Bottling Up Qualities of a Hero
1 The Hook-What impact did Civil Rights leaders have on the Civil Rights Movement?
The teacher will ask the students if they have heard about the Civil Rights Movement before, and what information, if any, do they already know about it. The teacher will record their responses on an anchor chart. The teacher will then create a circle map and label the middle section "What Makes a Hero?" The teacher will ask the students what they think a hero is and record their answers in the circle map.
The students will share what they already know about the Civil Rights Movement for the teacher to record on an anchor chart. The students will list qualities they think a hero possesses for the teacher to record in a circle map.
2 The Immersion-Who are some of the different leaders of the Civil Rights Movement, and what things did they do to make them a leader?
The teacher will spend many days immersing the students in books that deal with and give information on the Civil Rights Movement (list provided below). The teacher will assist the students in discussing and completing a chart on each book discussing the main character, the problem they faced, the solution to the problem, and the setting of the story.
Books: The Other Side, Ruth and the Green Book, The Story of Ruby Bridges, Rosa, Martin's Big Words, Teammates, Freedom on the Menu, Ron's Big Mission, and This is the Dream.
The students will hear many different books regarding the Civil Rights Movement and will be required to complete a chart based on the different books they have heard. The students will chart details involving the main character of the story, the setting of story, the problem the character faced, and the solution to the problem.
3 The Research-What actions did Civil Rights Movement leaders take to help make a difference?
The teacher will review with the students the various Civil Rights leaders they have discussed and completed a chart on during the course of their unit: Martin Luther King Jr., Rosa Parks, Ruby Bridges, Thurgood Marshall, Jackie Robinson, and Daisy Bates. The teacher will assist the student in choosing books, articles, photographs, and internet sites that are safe and provide true information.
The student will conduct research on one Civil Rights Movement leader of their choice from a list of leaders discussed in class. The student will use books, articles, photographs, and safe, reliable internet sites to find information about their leader. The student will find facts about their leader's actions, personal life, and how they made a difference.
4 The Presentation-How can we describe various Civil Rights Movement leaders through words and visuals?
The teacher will guide the students in creating their two-part presentation on their Civil Rights Movement leader. The teacher will review the student's paper about their leader based on the notes they took.
The student will create a visual representation of their leader using an empty two-liter bottle as the body, a styrofoam ball as the head, and various art supplies and materials to decorate their bottle to represent their leader. Upon completing their bottle, the student will take a picture of it to be the visual on their Educreations project. The student will record themselves reading their paper on their leader while their biography bottle shows.

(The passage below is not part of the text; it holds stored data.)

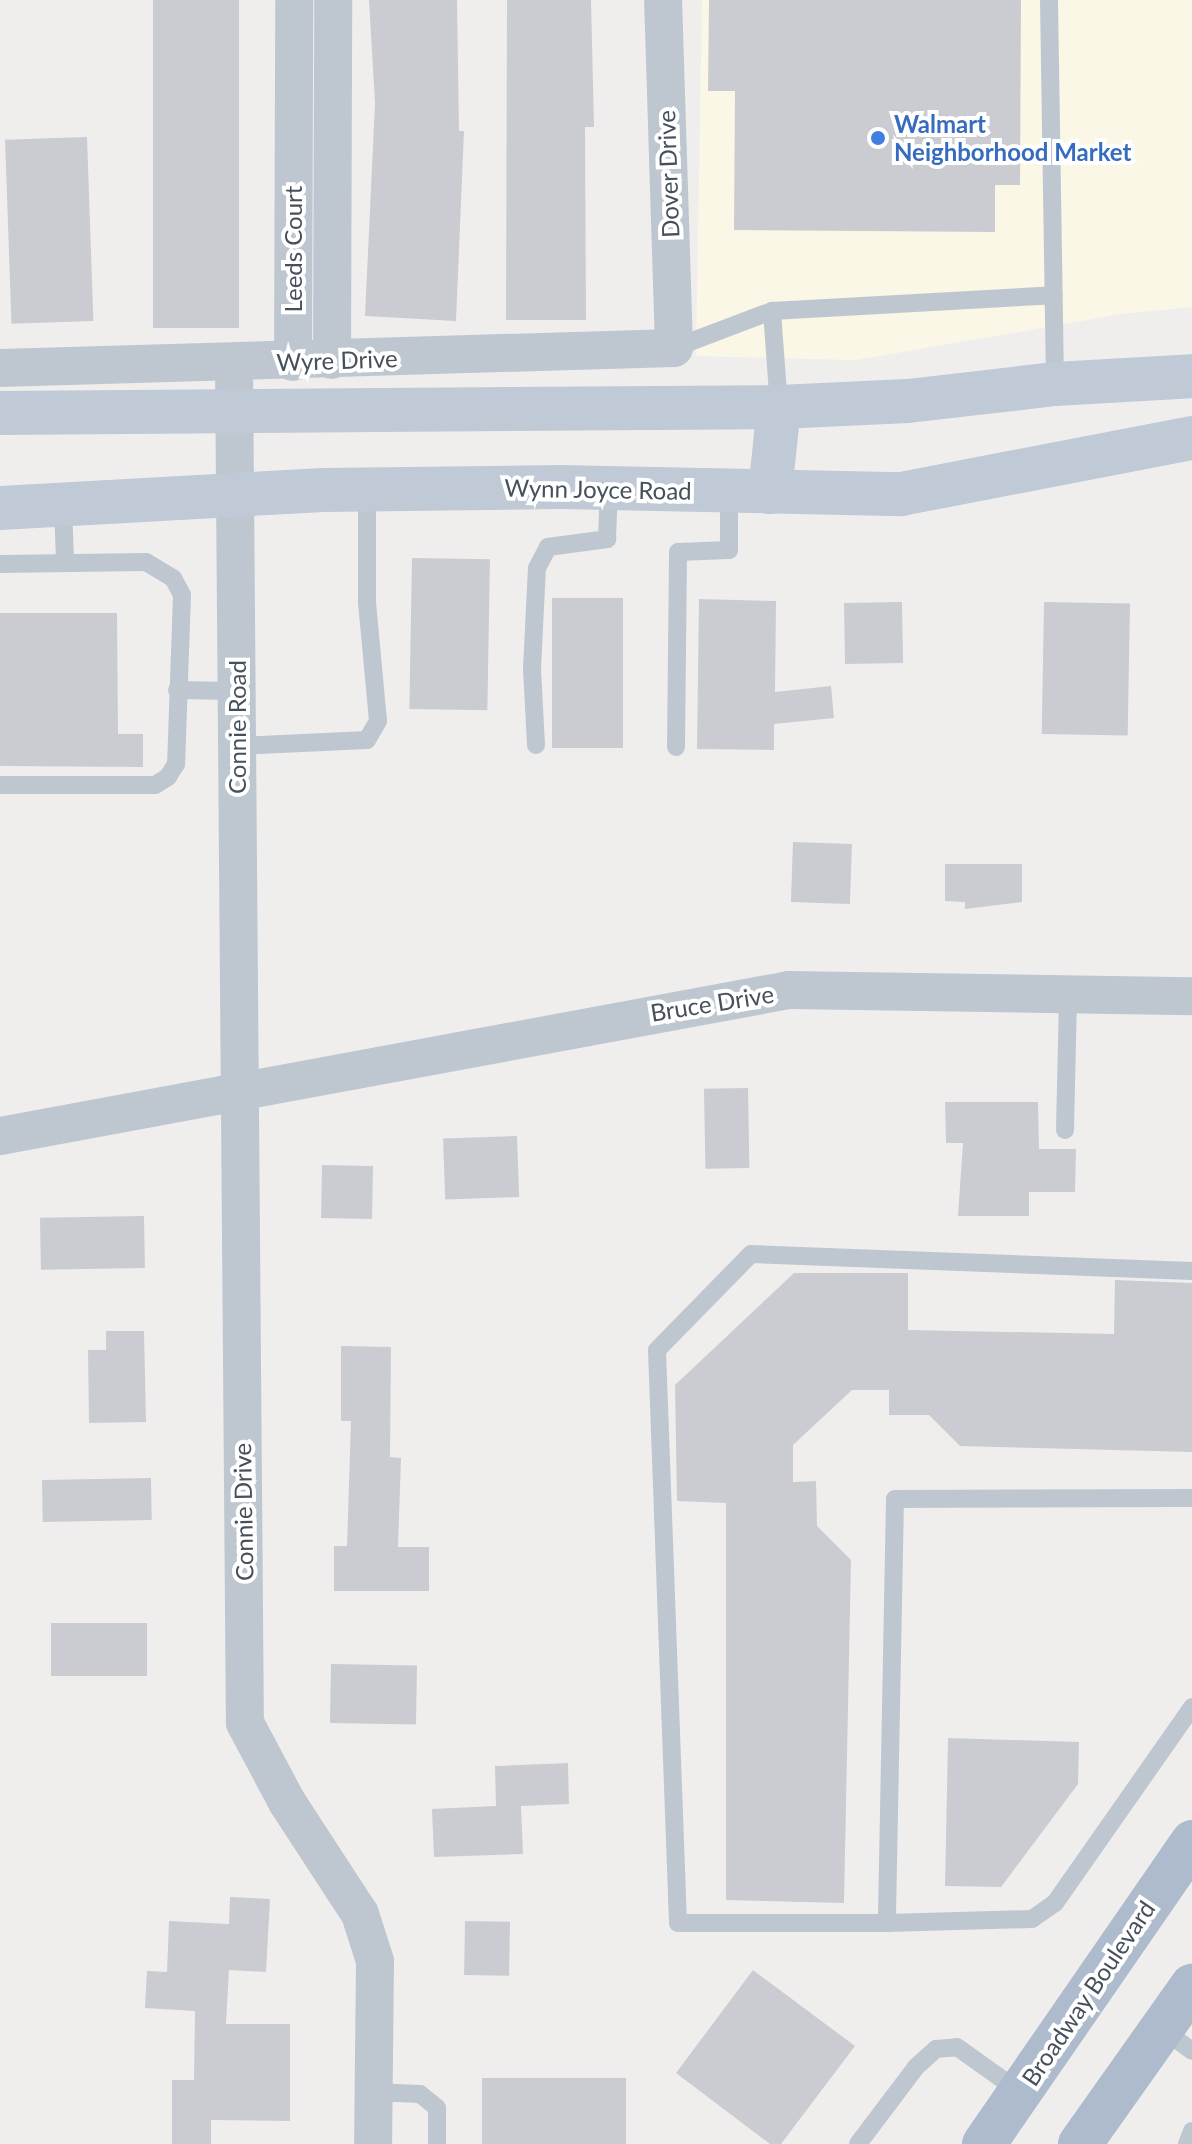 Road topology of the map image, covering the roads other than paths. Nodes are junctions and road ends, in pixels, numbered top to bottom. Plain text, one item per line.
1 (294, 0) edge
2 (333, 0) edge
3 (663, 0) edge
4 (1049, 0) edge
5 (294, 137) junction
6 (333, 137) junction
7 (1054, 295) junction
8 (772, 311) junction
9 (674, 348) junction
10 (332, 360) junction
11 (293, 362) junction
12 (234, 365) junction
13 (0, 368) edge
14 (1192, 376) edge
15 (1055, 384) junction
16 (779, 407) junction
17 (238, 412) junction
18 (0, 413) edge
19 (1192, 438) edge
20 (609, 488) junction
21 (367, 489) junction
22 (749, 492) junction
23 (236, 496) junction
24 (63, 506) junction
25 (0, 508) edge
26 (65, 560) junction
27 (0, 564) edge
28 (177, 690) junction
29 (237, 691) junction
30 (536, 745) dead end
31 (237, 746) junction
32 (676, 747) dead end
33 (0, 785) edge
34 (1068, 993) junction
35 (1192, 996) edge
36 (238, 1089) junction
37 (1065, 1130) dead end
38 (0, 1136) edge
39 (1192, 1271) edge
40 (1192, 1498) edge
41 (1192, 1707) edge
42 (1192, 1842) edge
43 (887, 1923) junction
44 (1192, 1986) edge
45 (1177, 2040) edge
46 (372, 2092) junction
47 (1020, 2092) junction
48 (1192, 2131) edge
49 (373, 2144) edge
50 (437, 2144) edge
51 (858, 2144) edge
52 (984, 2144) edge
53 (1080, 2144) edge
54 (1187, 2144) edge

1 - 5 street, Leeds Court
2 - 6 street, Leeds Court
3 - 9 street, Dover Drive
4 - 7 lane
5 - 6 street
5 - 11 street, Leeds Court
6 - 10 street, Leeds Court
7 - 8 lane
7 - 15 lane
8 - 9 lane
8 - 16 lane
9 - 10 street, Wyre Drive
10 - 11 street, Wyre Drive
11 - 12 street, Wyre Drive
12 - 13 street, Wyre Drive
12 - 17 street, Connie Road
14 - 15 main road
15 - 16 main road
16 - 17 main road
16 - 22 main road
17 - 18 main road
17 - 23 street, Connie Road
19 - 22 main road, Wynn Joyce Road
20 - 21 main road, Wynn Joyce Road
20 - 22 main road, Wynn Joyce Road
20 - 30 lane
21 - 23 main road, Wynn Joyce Road
21 - 31 lane
22 - 32 lane
23 - 24 main road, Wynn Joyce Road
23 - 29 street, Connie Road
24 - 25 main road, Wynn Joyce Road
24 - 26 lane
26 - 27 lane
26 - 28 lane
28 - 29 lane
28 - 33 lane
29 - 31 street, Connie Road
31 - 36 street, Connie Road
34 - 35 street, Bruce Drive
34 - 36 street, Bruce Drive
34 - 37 lane
36 - 38 street
36 - 46 street, Connie Drive
39 - 43 lane
40 - 43 lane
41 - 43 lane
42 - 47 main road, Broadway Boulevard
44 - 45 main road
45 - 53 main road
46 - 49 street, Connie Drive
46 - 50 lane
47 - 51 lane
47 - 52 main road, Broadway Boulevard
48 - 54 lane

5 The Wrap-Up-How can we present our information so that others can learn about Civil Rights Movement leaders?
The teacher will provide each student with a time to present their Educreations, paper, and biography bottle to her and the class. The teacher will grade each student based on a rubric.
The student will present their Educreations, paper, and biography bottle to their teacher and classmates. The student will be a respectful listener as each of their classmates presents their information, and will record at least three facts from each person's presentation.